====== Dataset excerpts

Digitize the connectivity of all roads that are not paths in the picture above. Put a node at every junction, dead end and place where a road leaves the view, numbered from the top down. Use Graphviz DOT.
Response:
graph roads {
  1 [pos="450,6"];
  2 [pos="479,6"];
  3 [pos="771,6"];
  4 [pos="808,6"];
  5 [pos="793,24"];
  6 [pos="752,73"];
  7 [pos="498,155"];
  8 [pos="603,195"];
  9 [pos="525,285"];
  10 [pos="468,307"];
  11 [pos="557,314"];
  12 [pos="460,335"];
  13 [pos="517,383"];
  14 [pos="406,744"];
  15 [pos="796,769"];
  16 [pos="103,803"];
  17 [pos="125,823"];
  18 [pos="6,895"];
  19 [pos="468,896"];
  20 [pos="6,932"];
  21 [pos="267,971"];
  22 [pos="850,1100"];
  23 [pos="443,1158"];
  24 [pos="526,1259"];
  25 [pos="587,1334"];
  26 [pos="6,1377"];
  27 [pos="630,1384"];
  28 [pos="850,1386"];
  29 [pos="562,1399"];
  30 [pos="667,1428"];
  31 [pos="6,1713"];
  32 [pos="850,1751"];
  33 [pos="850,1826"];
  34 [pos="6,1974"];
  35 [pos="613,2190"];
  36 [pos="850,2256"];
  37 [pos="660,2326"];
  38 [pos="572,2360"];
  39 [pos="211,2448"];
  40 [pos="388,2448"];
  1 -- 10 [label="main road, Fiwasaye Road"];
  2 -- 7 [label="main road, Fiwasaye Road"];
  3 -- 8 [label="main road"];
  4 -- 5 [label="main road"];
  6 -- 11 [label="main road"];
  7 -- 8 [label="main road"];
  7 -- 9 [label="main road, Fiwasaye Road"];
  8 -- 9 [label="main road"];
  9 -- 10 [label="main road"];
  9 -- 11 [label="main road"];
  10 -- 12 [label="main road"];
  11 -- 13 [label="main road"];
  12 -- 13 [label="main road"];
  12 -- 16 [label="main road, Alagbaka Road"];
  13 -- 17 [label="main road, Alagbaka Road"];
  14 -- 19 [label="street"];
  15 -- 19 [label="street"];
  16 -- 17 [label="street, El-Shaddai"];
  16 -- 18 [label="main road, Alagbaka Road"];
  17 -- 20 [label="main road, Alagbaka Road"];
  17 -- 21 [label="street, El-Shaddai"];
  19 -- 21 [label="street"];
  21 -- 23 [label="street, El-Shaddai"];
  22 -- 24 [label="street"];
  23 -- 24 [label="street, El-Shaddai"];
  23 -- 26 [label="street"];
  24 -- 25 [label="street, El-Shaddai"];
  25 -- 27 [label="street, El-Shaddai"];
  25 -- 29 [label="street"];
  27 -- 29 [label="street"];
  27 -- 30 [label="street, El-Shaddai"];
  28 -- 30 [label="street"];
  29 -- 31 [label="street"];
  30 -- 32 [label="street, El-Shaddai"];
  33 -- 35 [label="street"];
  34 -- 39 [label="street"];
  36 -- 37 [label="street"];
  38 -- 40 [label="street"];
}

============

◆ **Problem description**: The full set of entries must be printed again without any alteration.

◆ **Solution**:
Digitize the connectivity of all roads that are not paths in the picture above. Put a node at every junction, dead end and place where a road leaves the view, numbered from the top down. Use Graphviz DOT.
Response:
graph roads {
  1 [pos="450,6"];
  2 [pos="479,6"];
  3 [pos="771,6"];
  4 [pos="808,6"];
  5 [pos="793,24"];
  6 [pos="752,73"];
  7 [pos="498,155"];
  8 [pos="603,195"];
  9 [pos="525,285"];
  10 [pos="468,307"];
  11 [pos="557,314"];
  12 [pos="460,335"];
  13 [pos="517,383"];
  14 [pos="406,744"];
  15 [pos="796,769"];
  16 [pos="103,803"];
  17 [pos="125,823"];
  18 [pos="6,895"];
  19 [pos="468,896"];
  20 [pos="6,932"];
  21 [pos="267,971"];
  22 [pos="850,1100"];
  23 [pos="443,1158"];
  24 [pos="526,1259"];
  25 [pos="587,1334"];
  26 [pos="6,1377"];
  27 [pos="630,1384"];
  28 [pos="850,1386"];
  29 [pos="562,1399"];
  30 [pos="667,1428"];
  31 [pos="6,1713"];
  32 [pos="850,1751"];
  33 [pos="850,1826"];
  34 [pos="6,1974"];
  35 [pos="613,2190"];
  36 [pos="850,2256"];
  37 [pos="660,2326"];
  38 [pos="572,2360"];
  39 [pos="211,2448"];
  40 [pos="388,2448"];
  1 -- 10 [label="main road, Fiwasaye Road"];
  2 -- 7 [label="main road, Fiwasaye Road"];
  3 -- 8 [label="main road"];
  4 -- 5 [label="main road"];
  6 -- 11 [label="main road"];
  7 -- 8 [label="main road"];
  7 -- 9 [label="main road, Fiwasaye Road"];
  8 -- 9 [label="main road"];
  9 -- 10 [label="main road"];
  9 -- 11 [label="main road"];
  10 -- 12 [label="main road"];
  11 -- 13 [label="main road"];
  12 -- 13 [label="main road"];
  12 -- 16 [label="main road, Alagbaka Road"];
  13 -- 17 [label="main road, Alagbaka Road"];
  14 -- 19 [label="street"];
  15 -- 19 [label="street"];
  16 -- 17 [label="street, El-Shaddai"];
  16 -- 18 [label="main road, Alagbaka Road"];
  17 -- 20 [label="main road, Alagbaka Road"];
  17 -- 21 [label="street, El-Shaddai"];
  19 -- 21 [label="street"];
  21 -- 23 [label="street, El-Shaddai"];
  22 -- 24 [label="street"];
  23 -- 24 [label="street, El-Shaddai"];
  23 -- 26 [label="street"];
  24 -- 25 [label="street, El-Shaddai"];
  25 -- 27 [label="street, El-Shaddai"];
  25 -- 29 [label="street"];
  27 -- 29 [label="street"];
  27 -- 30 [label="street, El-Shaddai"];
  28 -- 30 [label="street"];
  29 -- 31 [label="street"];
  30 -- 32 [label="street, El-Shaddai"];
  33 -- 35 [label="street"];
  34 -- 39 [label="street"];
  36 -- 37 [label="street"];
  38 -- 40 [label="street"];
}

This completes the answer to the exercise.